The following provisions also are included in the updated proposal:

  • Jobless benefits would be extended for 20 weeks for people who have exhausted all other unemployment benefits. GOP lawmakers earlier tried to tie an extension to budget cuts in a separate bill, but they said they would now roll the extension in with the overall budget.
  • The elimination of Medicaid services that the federal government doesn't require the state to provide would be scaled back, largely to the level that was proposed in the House budget. The measure would keep in place most adult dental care, podiatry and chiropractic services.
  • The State Bureau of Investigation and its embattled crime laboratory would be kept within the Department of Justice, led by Attorney General Roy Cooper. Last week's Senate plan had shifted oversight to the new Department of Public Safety, which would be led by a secretary appointed by the governor.
  • Senate provisions would be retained to prevent regulators in the Departments of Agriculture, Labor and Environment and Natural Resources from issuing rules that are more stringent than the federal government. Environmental activists have complained the change would make it more difficult for the state to protect the state's air and water.

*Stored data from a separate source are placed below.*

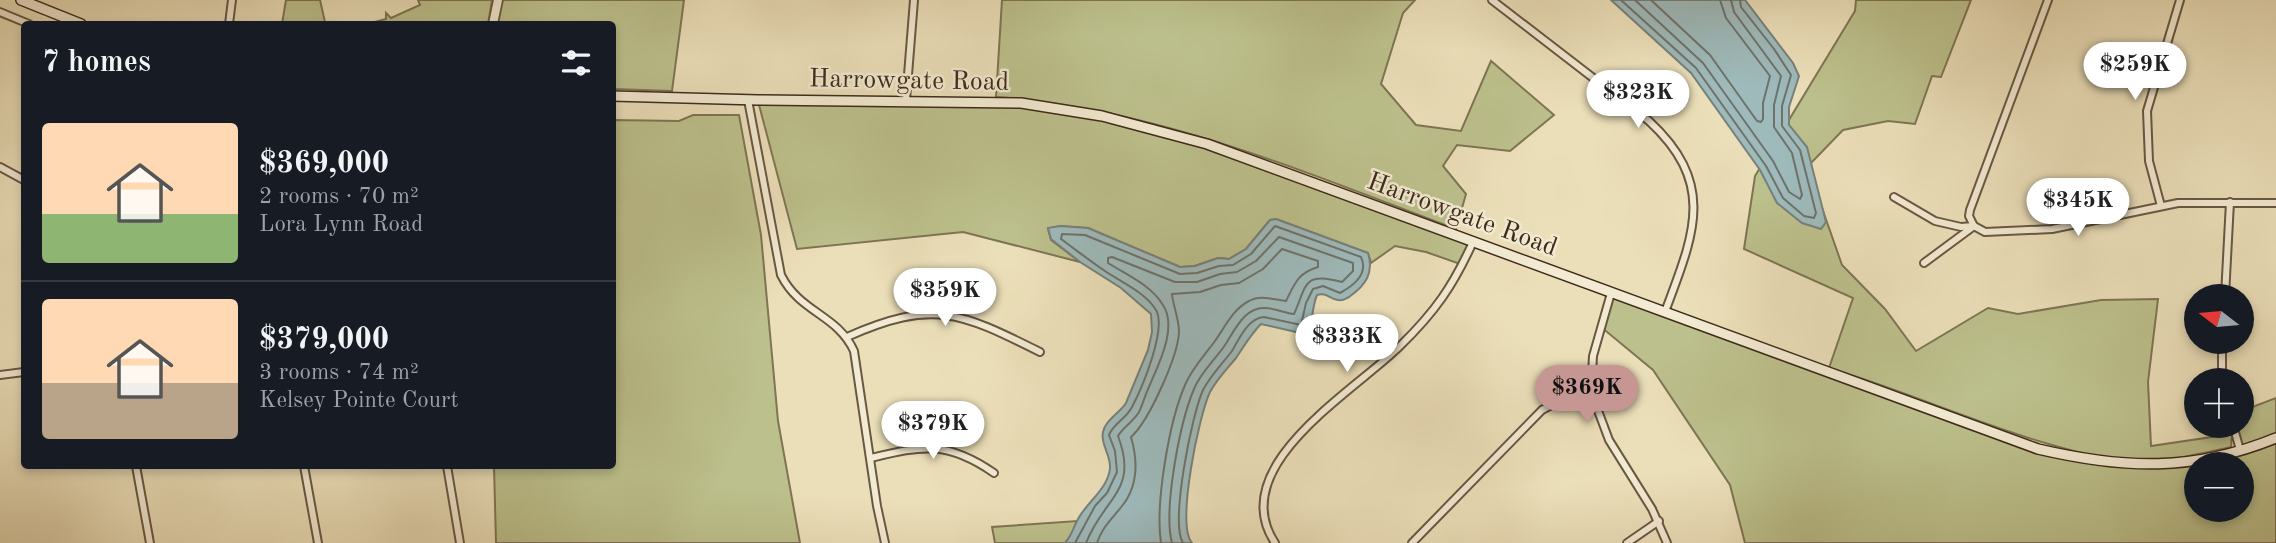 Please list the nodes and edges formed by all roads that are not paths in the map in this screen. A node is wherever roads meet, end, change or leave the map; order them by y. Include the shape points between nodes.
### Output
1 (21, 0) edge
2 (232, 0) edge
3 (498, 0) edge
4 (914, 0) edge
5 (1492, 0) edge
6 (2048, 0) edge
7 (2180, 0) edge
8 (0, 12) edge
9 (22, 21) edge
10 (74, 21) edge
11 (229, 21) edge
12 (494, 21) edge
13 (616, 96) edge
14 (748, 100) junction
15 (906, 100) junction
16 (0, 167) edge
17 (21, 178) edge
18 (1894, 197) dead end
19 (2230, 202) junction
20 (2276, 203) edge
21 (2161, 206) junction
22 (1974, 226) junction
23 (1473, 242) junction
24 (1924, 263) dead end
25 (2226, 284) edge
26 (1611, 293) junction
27 (1665, 312) junction
28 (847, 337) junction
29 (1040, 352) dead end
30 (21, 372) edge
31 (0, 375) edge
32 (1591, 392) junction
33 (2237, 438) edge
34 (2276, 438) edge
35 (2240, 450) junction
36 (871, 458) junction
37 (137, 469) edge
38 (305, 469) edge
39 (448, 469) edge
40 (994, 473) dead end
41 (1659, 521) junction
42 (150, 543) edge
43 (318, 543) edge
44 (460, 543) edge
45 (885, 543) edge
46 (1275, 543) edge
47 (1412, 543) edge
48 (1627, 543) edge
49 (1667, 543) edge

1 - 10 main road
2 - 11 street
3 - 12 street
4 - 15 street
5 - 27 street via 1649,121 1681,159 1693,193 1693,224
6 - 22 street via 1970,210
7 - 21 street via 2147,111 2149,160
8 - 9 street
13 - 14 main road, Harrowgate Road
14 - 15 main road, Harrowgate Road
14 - 28 street via 781,275 794,296
15 - 23 main road, Harrowgate Road via 1021,103 1119,119 1207,144
16 - 17 street
18 - 22 street via 1936,221
19 - 20 street
19 - 21 street
19 - 25 street
21 - 22 street via 2052,229 1985,232
22 - 24 street
23 - 26 main road, Harrowgate Road
23 - 46 street via 1437,306 1390,356 1326,410 1277,465 1265,485 1262,506
26 - 27 main road, Harrowgate Road
26 - 32 street via 1593,356
27 - 35 main road, Harrowgate Road via 2039,449 2104,462 2155,465
28 - 29 street via 902,317 940,313 969,319
28 - 36 street via 857,361
30 - 31 street
32 - 41 street via 1608,440
32 - 47 street via 1542,410
33 - 35 street
34 - 35 main road, Harrowgate Road
36 - 40 street via 938,448 964,454
36 - 45 street
37 - 42 street
38 - 43 street
39 - 44 street
41 - 48 street
41 - 49 street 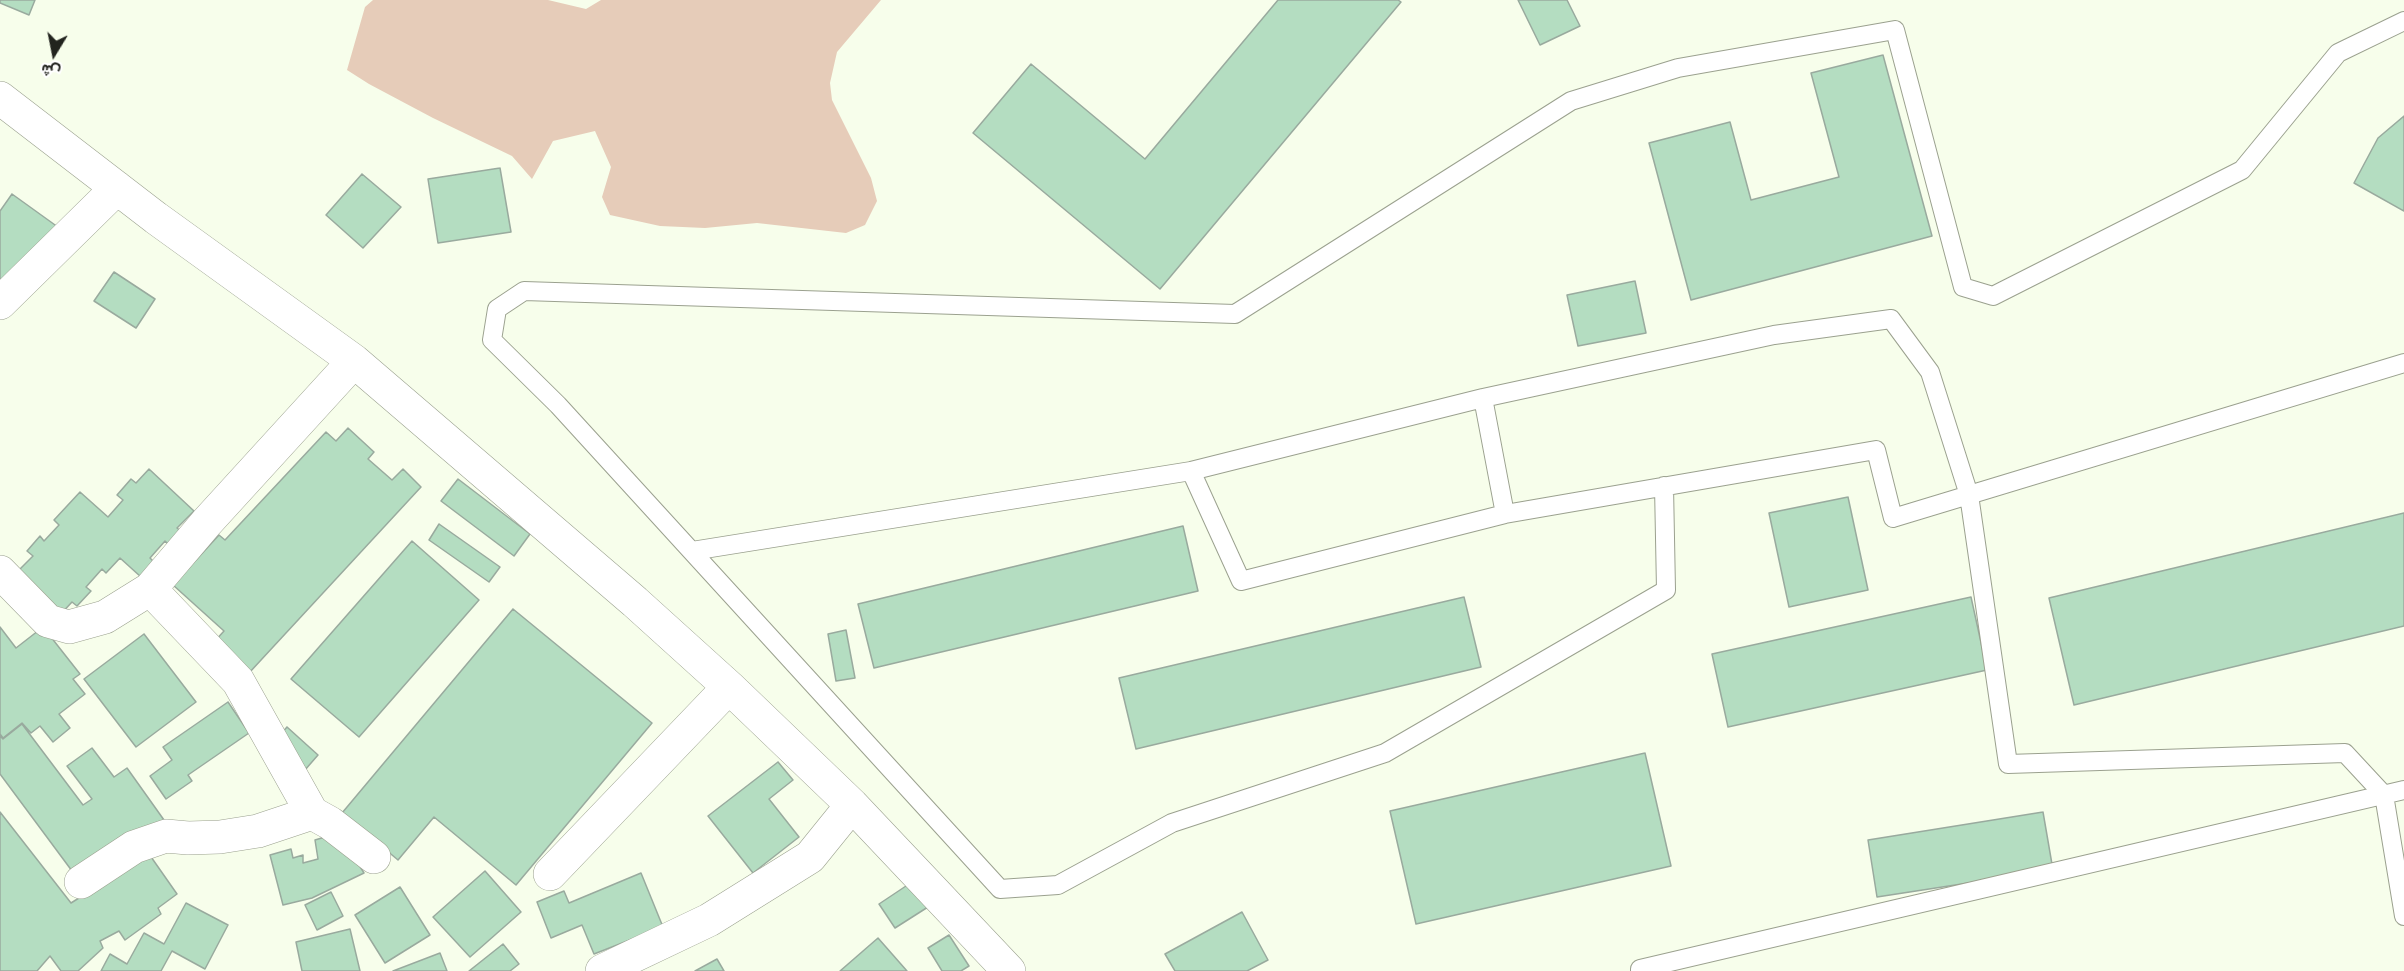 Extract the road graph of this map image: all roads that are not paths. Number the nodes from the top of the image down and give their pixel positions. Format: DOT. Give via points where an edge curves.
graph roads {
  1 [pos="2404,21"];
  2 [pos="0,98"];
  3 [pos="117,188"];
  4 [pos="0,303"];
  5 [pos="354,362"];
  6 [pos="2404,363"];
  7 [pos="1484,398"];
  8 [pos="1191,471"];
  9 [pos="1664,486"];
  10 [pos="1969,495"];
  11 [pos="1505,514"];
  12 [pos="692,551"];
  13 [pos="0,572"];
  14 [pos="150,589"];
  15 [pos="729,687"];
  16 [pos="2404,790"];
  17 [pos="2384,795"];
  18 [pos="852,805"];
  19 [pos="312,813"];
  20 [pos="374,857"];
  21 [pos="550,874"];
  22 [pos="81,882"];
  23 [pos="2404,916"];
  24 [pos="602,971"];
  25 [pos="1009,971"];
  26 [pos="1641,971"];
  1 -- 12 [label="lane" via="2338,53 2242,170 1993,296 1963,287 1894,30 1678,68 1572,100 1235,314 524,291 498,309 492,340 558,405"];
  2 -- 3 [label="street"];
  3 -- 4 [label="street"];
  3 -- 5 [label="street"];
  5 -- 14 [label="street"];
  5 -- 15 [label="street"];
  6 -- 10 [label="lane"];
  7 -- 8 [label="lane"];
  7 -- 10 [label="lane" via="1774,335 1891,319 1930,372"];
  7 -- 11 [label="lane"];
  8 -- 11 [label="lane" via="1241,581"];
  8 -- 12 [label="lane"];
  9 -- 10 [label="lane" via="1876,450 1893,518"];
  9 -- 11 [label="lane"];
  9 -- 12 [label="lane" via="1666,590 1385,753 1172,823 1058,885 1000,889"];
  10 -- 17 [label="lane" via="2008,764 2345,753"];
  13 -- 14 [label="street" via="48,621 69,627 105,617"];
  14 -- 19 [label="street" via="238,681"];
  15 -- 18 [label="street"];
  15 -- 21 [label="street"];
  16 -- 17 [label="lane"];
  17 -- 23 [label="lane"];
  17 -- 26 [label="lane"];
  18 -- 24 [label="street" via="810,857 709,920"];
  18 -- 25 [label="street"];
  19 -- 20 [label="street"];
  19 -- 22 [label="street" via="258,831 210,837 166,836 134,847"];
} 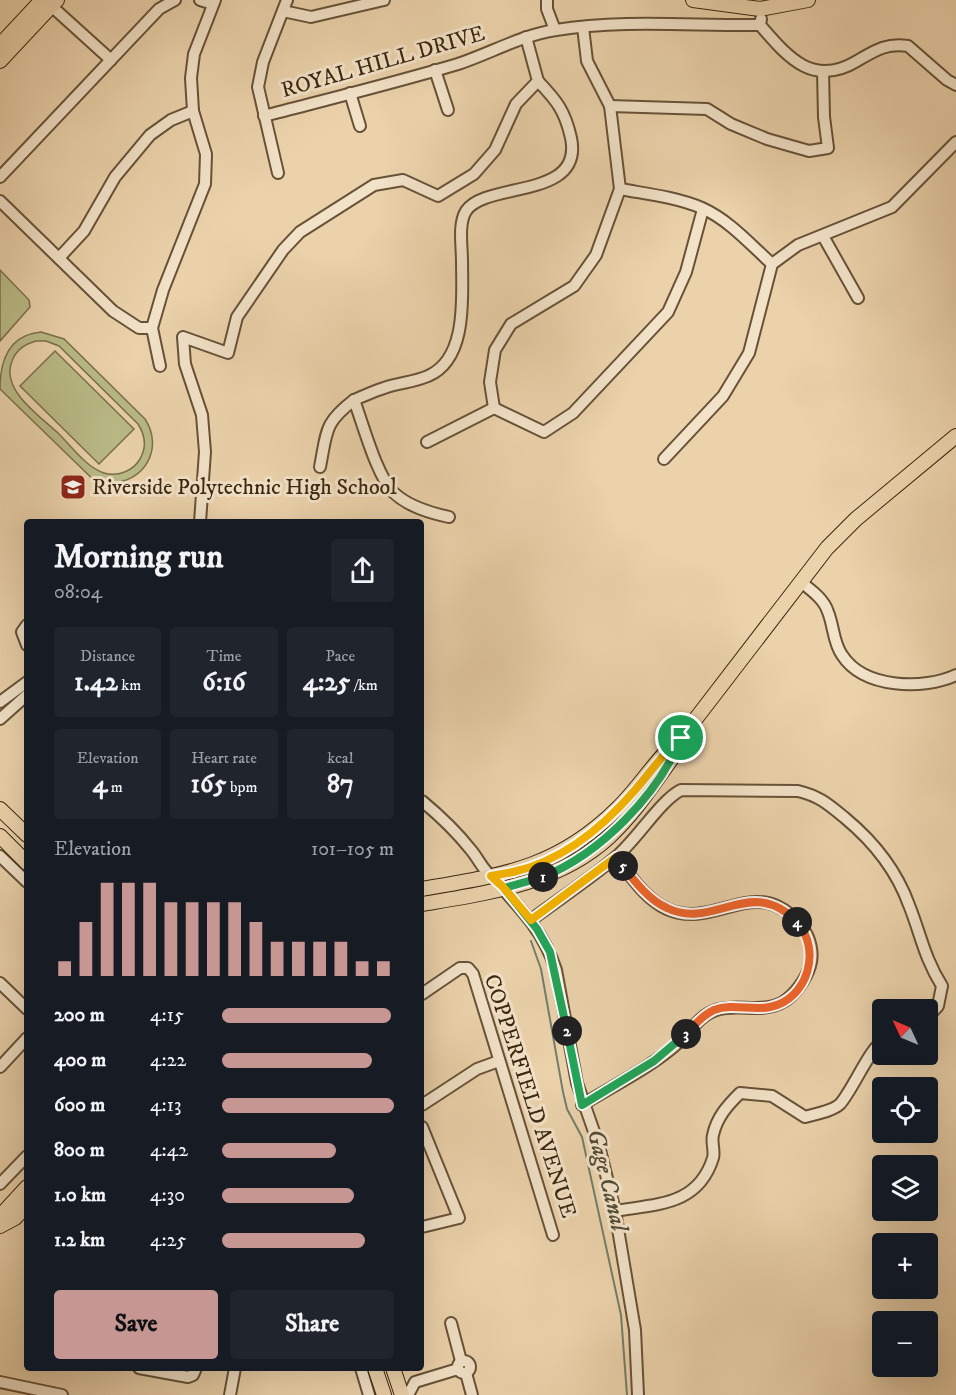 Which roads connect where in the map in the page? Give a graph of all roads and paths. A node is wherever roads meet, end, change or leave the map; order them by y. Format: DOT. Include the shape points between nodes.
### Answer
graph roads {
  1 [pos="175,0"];
  2 [pos="200,0"];
  3 [pos="287,0"];
  4 [pos="384,0"];
  5 [pos="548,0"];
  6 [pos="693,0"];
  7 [pos="729,0"];
  8 [pos="773,0"];
  9 [pos="808,0"];
  10 [pos="49,2"];
  11 [pos="214,2"];
  12 [pos="760,9"];
  13 [pos="283,11"];
  14 [pos="760,24"];
  15 [pos="583,27"];
  16 [pos="555,30"];
  17 [pos="526,37"];
  18 [pos="0,45"];
  19 [pos="111,60"];
  20 [pos="0,61"];
  21 [pos="435,70"];
  22 [pos="823,71"];
  23 [pos="538,81"];
  24 [pos="956,85"];
  25 [pos="351,93"];
  26 [pos="610,106"];
  27 [pos="448,110"];
  28 [pos="193,111"];
  29 [pos="264,116"];
  30 [pos="360,126"];
  31 [pos="956,142"];
  32 [pos="278,173"];
  33 [pos="0,177"];
  34 [pos="620,189"];
  35 [pos="0,201"];
  36 [pos="703,209"];
  37 [pos="823,236"];
  38 [pos="59,258"];
  39 [pos="772,264"];
  40 [pos="858,298"];
  41 [pos="152,328"];
  42 [pos="160,366"];
  43 [pos="354,400"];
  44 [pos="494,408"];
  45 [pos="956,436"];
  46 [pos="427,442"];
  47 [pos="664,459"];
  48 [pos="320,467"];
  49 [pos="449,517"];
  50 [pos="200,519"];
  51 [pos="801,582"];
  52 [pos="956,675"];
  53 [pos="24,684"];
  54 [pos="24,698"];
  55 [pos="0,702"];
  56 [pos="0,719"];
  57 [pos="681,738"];
  58 [pos="424,803"];
  59 [pos="0,809"];
  60 [pos="24,832"];
  61 [pos="0,836"];
  62 [pos="0,856"];
  63 [pos="616,857"];
  64 [pos="24,860"];
  65 [pos="491,876"];
  66 [pos="24,879"];
  67 [pos="504,888"];
  68 [pos="424,889"];
  69 [pos="424,904"];
  70 [pos="531,920"];
  71 [pos="0,982"];
  72 [pos="424,993"];
  73 [pos="24,1006"];
  74 [pos="938,1006"];
  75 [pos="24,1041"];
  76 [pos="872,1052"];
  77 [pos="499,1061"];
  78 [pos="0,1066"];
  79 [pos="424,1104"];
  80 [pos="582,1105"];
  81 [pos="424,1132"];
  82 [pos="24,1159"];
  83 [pos="0,1184"];
  84 [pos="24,1190"];
  85 [pos="24,1208"];
  86 [pos="615,1211"];
  87 [pos="0,1226"];
  88 [pos="424,1227"];
  89 [pos="553,1235"];
  90 [pos="452,1323"];
  91 [pos="462,1368"];
  92 [pos="155,1371"];
  93 [pos="195,1371"];
  94 [pos="234,1371"];
  95 [pos="362,1371"];
  96 [pos="376,1371"];
  97 [pos="394,1371"];
  98 [pos="0,1382"];
  99 [pos="415,1382"];
  100 [pos="62,1395"];
  101 [pos="230,1395"];
  102 [pos="369,1395"];
  103 [pos="384,1395"];
  104 [pos="402,1395"];
  105 [pos="408,1395"];
  106 [pos="472,1395"];
  107 [pos="638,1395"];
  1 -- 19 [label="street" via="159,9"];
  2 -- 11 [label="street"];
  3 -- 13 [label="street"];
  4 -- 13 [label="street" via="311,17"];
  5 -- 16 [label="street" via="547,9"];
  6 -- 12 [label="main road"];
  7 -- 12 [label="main road" via="744,1"];
  8 -- 12 [label="main road"];
  9 -- 12 [label="main road"];
  10 -- 18 [label="main road"];
  10 -- 19 [label="street"];
  10 -- 20 [label="main road"];
  11 -- 28 [label="street" via="194,54"];
  12 -- 14 [label="street"];
  13 -- 29 [label="street" via="260,75 258,87"];
  14 -- 15 [label="street, ROYAL HILL DRIVE"];
  14 -- 22 [label="street" via="786,55"];
  15 -- 16 [label="street, ROYAL HILL DRIVE"];
  15 -- 26 [label="street" via="587,61"];
  16 -- 17 [label="street, ROYAL HILL DRIVE"];
  17 -- 21 [label="street, ROYAL HILL DRIVE" via="491,53"];
  17 -- 23 [label="street"];
  19 -- 33 [label="street"];
  21 -- 25 [label="street, ROYAL HILL DRIVE"];
  21 -- 27 [label="street"];
  22 -- 24 [label="street" via="836,70 882,45 893,44 911,46"];
  22 -- 26 [label="street" via="828,148 809,151 730,124 707,109"];
  23 -- 43 [label="street" via="560,104 568,124 573,147 567,164 551,180 527,190 482,199 466,211 457,341 446,363 429,376"];
  23 -- 50 [label="street" via="516,104 495,150 474,174 455,187 438,196 403,180 374,185 300,232 237,317 228,353 183,337 185,364 202,415 205,452"];
  25 -- 29 [label="street, ROYAL HILL DRIVE"];
  25 -- 30 [label="street"];
  26 -- 34 [label="street"];
  28 -- 38 [label="street" via="150,135 115,177 84,231"];
  28 -- 41 [label="street" via="206,154 205,184"];
  29 -- 32 [label="street"];
  31 -- 37 [label="street" via="892,207"];
  34 -- 36 [label="street" via="669,197"];
  34 -- 44 [label="street" via="596,255 574,286 511,324 495,350 490,382"];
  35 -- 38 [label="street"];
  36 -- 39 [label="street" via="728,224"];
  36 -- 44 [label="street" via="686,272 668,312 573,413 544,432"];
  37 -- 39 [label="street" via="798,245"];
  37 -- 40 [label="street"];
  38 -- 41 [label="street" via="113,311 139,328"];
  39 -- 47 [label="street" via="749,353 723,396"];
  41 -- 42 [label="street"];
  43 -- 48 [label="street" via="334,416"];
  43 -- 49 [label="street" via="381,474 394,494 426,511"];
  44 -- 46 [label="street"];
  45 -- 51 [label="main road" via="841,533"];
  51 -- 52 [label="street" via="824,604 834,640 855,669 891,682 928,684"];
  51 -- 57 [label="main road"];
  53 -- 55 [label="street"];
  54 -- 56 [label="street"];
  57 -- 65 [label="main road" via="665,751 618,808 579,843 542,862"];
  57 -- 67 [label="main road" via="675,754 636,807 607,838 562,868"];
  58 -- 65 [label="street" via="454,829"];
  59 -- 60 [label="main road"];
  61 -- 64 [label="main road"];
  62 -- 66 [label="street"];
  63 -- 70 [label="street"];
  63 -- 74 [label="street" via="681,790 798,791 816,795 868,837 892,870 909,905 930,968 942,986"];
  63 -- 80 [label="street" via="649,896 667,909 693,915 761,901 784,908 807,934 812,952 800,986 784,1001 770,1007 714,1010 654,1061"];
  65 -- 67 [label="street"];
  65 -- 68 [label="main road"];
  67 -- 69 [label="main road"];
  67 -- 70 [label="street"];
  70 -- 80 [label="street" via="556,970"];
  71 -- 73 [label="street"];
  72 -- 77 [label="street, COPPERFIELD AVENUE" via="460,968 468,968"];
  75 -- 78 [label="street"];
  76 -- 86 [label="street" via="838,1106 805,1117 772,1096 740,1093 722,1110 712,1136 714,1156 702,1180 677,1201"];
  77 -- 79 [label="street" via="477,1069"];
  77 -- 89 [label="street, COPPERFIELD AVENUE"];
  80 -- 86 [label="street" via="599,1146"];
  81 -- 88 [label="street" via="459,1218"];
  82 -- 83 [label="street"];
  84 -- 87 [label="main road" via="5,1211"];
  85 -- 87 [label="main road"];
  86 -- 107 [label="street" via="635,1330"];
  90 -- 91 [label="street"];
  91 -- 99 [label="street"];
  91 -- 106 [label="street"];
  92 -- 93 [label="street" via="188,1377"];
  94 -- 101 [label="street"];
  95 -- 102 [label="street"];
  96 -- 103 [label="main road"];
  97 -- 99 [label="street"];
  97 -- 104 [label="main road"];
  98 -- 100 [label="street"];
  99 -- 105 [label="street"];
}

  • The Health and Wellness Trust Fund, which receives 25 percent of the state's share of the national tobacco settlement, would be abolished, and its $32.9 million would be shifted to a state division to continue smoking and obesity prevention programs, among others. Golden LEAF, the Rocky Mount foundation that uses tobacco settlement money on economic development projects, would lose $17.6 million annually for the next two years.